Potential revert griefing in the liquidation flow
The liquidateBorrowAllowed
function in the Comptroller contract is called when an account may be liquidated, and it checks if the liquidation is allowed:
function liquidateBorrowAllowed(
address tTokenBorrowed,
address tTokenCollateral,
address liquidator,
address borrower,
uint256 repayAmount
) external view override returns (uint256) {
// [...]
+ /* allow accounts to be liquidated if the market is deprecated */
+ if (isDeprecated(TToken(tTokenBorrowed))) {
+ require(borrowBalance >= repayAmount, "Can not repay more than the total borrow");
+ } else {
+ // [...]
+ }
return uint256(Error.NO_ERROR);
}
This logic determines whether a liquidation should proceed based on several state conditions such as including market status and account liquidity. However, the newly added require check (require(borrowBalance >= repayAmount)
) in the case of deprecated tTokens introduces a potential griefing risk.
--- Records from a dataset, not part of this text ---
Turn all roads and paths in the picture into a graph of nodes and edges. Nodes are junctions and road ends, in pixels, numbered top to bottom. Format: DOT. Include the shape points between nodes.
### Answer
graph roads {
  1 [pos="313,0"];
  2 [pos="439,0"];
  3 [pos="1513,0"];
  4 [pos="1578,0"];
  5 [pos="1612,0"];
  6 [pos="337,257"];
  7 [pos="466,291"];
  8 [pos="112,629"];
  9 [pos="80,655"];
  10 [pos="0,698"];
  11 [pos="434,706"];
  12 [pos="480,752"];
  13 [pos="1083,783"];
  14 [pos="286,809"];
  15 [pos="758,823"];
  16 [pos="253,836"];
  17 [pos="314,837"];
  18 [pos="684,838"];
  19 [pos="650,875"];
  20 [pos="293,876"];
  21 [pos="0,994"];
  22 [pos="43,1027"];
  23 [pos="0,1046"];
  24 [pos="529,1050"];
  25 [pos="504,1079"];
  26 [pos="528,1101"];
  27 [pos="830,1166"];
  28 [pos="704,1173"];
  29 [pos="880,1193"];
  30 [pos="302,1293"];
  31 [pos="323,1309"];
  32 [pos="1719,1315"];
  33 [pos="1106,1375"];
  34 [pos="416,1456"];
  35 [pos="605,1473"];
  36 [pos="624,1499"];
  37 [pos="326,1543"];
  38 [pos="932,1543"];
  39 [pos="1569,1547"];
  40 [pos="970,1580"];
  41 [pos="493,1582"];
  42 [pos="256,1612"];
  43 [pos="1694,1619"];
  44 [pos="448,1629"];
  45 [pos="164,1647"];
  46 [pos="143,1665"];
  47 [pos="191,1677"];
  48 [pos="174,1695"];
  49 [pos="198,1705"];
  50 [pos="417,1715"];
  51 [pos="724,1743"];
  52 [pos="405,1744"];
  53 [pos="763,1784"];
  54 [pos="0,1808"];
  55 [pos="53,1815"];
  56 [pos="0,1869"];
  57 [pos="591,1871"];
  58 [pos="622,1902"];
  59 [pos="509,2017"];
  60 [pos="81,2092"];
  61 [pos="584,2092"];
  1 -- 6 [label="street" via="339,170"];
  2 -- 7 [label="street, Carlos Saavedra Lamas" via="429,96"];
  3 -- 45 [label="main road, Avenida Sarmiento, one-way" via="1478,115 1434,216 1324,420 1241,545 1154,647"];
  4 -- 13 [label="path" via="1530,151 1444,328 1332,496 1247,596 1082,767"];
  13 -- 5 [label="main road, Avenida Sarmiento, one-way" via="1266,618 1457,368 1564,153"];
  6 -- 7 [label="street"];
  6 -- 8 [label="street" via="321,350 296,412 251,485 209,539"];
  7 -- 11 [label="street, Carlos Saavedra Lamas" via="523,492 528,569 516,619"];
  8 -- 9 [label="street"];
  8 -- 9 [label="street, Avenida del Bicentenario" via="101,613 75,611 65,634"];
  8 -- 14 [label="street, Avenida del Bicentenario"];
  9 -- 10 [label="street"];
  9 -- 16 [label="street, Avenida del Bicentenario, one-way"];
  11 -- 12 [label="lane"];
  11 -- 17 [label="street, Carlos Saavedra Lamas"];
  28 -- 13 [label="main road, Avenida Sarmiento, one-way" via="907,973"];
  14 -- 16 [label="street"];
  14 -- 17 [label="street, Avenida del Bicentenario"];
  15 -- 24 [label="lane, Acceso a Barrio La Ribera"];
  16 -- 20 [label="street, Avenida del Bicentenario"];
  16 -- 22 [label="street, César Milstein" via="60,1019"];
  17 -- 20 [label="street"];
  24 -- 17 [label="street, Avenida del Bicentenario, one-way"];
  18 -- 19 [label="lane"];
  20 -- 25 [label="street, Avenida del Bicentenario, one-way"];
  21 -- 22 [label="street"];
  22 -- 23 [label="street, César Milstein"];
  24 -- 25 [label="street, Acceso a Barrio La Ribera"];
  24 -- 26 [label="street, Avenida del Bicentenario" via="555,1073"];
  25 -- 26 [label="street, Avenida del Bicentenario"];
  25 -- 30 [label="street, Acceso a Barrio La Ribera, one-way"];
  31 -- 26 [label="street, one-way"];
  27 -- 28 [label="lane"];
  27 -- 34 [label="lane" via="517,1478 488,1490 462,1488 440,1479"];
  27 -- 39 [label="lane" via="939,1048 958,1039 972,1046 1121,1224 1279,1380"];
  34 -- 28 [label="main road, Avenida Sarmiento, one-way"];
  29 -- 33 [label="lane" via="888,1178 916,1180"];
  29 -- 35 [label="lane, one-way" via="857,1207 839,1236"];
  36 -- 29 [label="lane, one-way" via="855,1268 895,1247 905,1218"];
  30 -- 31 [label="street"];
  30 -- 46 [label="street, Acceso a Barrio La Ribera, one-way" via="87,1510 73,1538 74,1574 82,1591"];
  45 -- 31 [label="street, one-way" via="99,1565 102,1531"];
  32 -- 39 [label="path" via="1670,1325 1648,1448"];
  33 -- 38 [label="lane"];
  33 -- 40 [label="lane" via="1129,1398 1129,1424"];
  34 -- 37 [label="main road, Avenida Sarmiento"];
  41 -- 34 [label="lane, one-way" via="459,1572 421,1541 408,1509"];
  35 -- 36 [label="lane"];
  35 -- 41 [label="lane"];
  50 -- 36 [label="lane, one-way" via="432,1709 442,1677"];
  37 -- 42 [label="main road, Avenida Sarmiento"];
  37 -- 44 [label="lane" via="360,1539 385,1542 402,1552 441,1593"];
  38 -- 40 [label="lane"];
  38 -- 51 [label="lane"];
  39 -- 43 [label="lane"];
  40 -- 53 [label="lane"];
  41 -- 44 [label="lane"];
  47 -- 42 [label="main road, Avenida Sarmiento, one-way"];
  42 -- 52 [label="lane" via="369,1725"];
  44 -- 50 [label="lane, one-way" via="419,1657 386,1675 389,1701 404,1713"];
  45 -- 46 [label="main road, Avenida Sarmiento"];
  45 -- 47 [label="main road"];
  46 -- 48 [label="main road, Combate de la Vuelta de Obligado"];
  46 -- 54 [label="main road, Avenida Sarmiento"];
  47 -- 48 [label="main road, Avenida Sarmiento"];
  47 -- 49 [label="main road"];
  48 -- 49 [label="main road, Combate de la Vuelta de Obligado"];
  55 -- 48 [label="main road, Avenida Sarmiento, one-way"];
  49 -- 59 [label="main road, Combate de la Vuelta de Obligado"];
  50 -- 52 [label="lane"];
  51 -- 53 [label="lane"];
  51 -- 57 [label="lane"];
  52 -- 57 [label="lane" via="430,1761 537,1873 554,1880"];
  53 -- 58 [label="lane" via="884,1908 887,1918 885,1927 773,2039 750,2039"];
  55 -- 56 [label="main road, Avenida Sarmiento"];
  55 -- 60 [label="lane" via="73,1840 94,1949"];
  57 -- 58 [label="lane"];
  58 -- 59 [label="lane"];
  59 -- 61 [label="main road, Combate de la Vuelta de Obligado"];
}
This check prevents liquidation of more than the total borrowed amount, but this enables borrowers to bypass liquidation if the borrower executes a self-liquidation or repayment of a smaller amount to decrease borrowBalance
before the liquidation call. This results in a revert and unnecessary gas costs for the liquidator.
Although this is concerning, we noted this as a discussion point instead of a finding because the upstream code contains the same logic and assumption, where if liquidateBorrowAllowed
is called with an excess repayAmount
, it reverts. This is likely acceptable because, in the long run, liquidators would be sophisticated market participants and can be expected to either liquidate from a contract or have off-chain arrangements with block builders to ensure the state is consistent with their expectations before the liquidation is requested.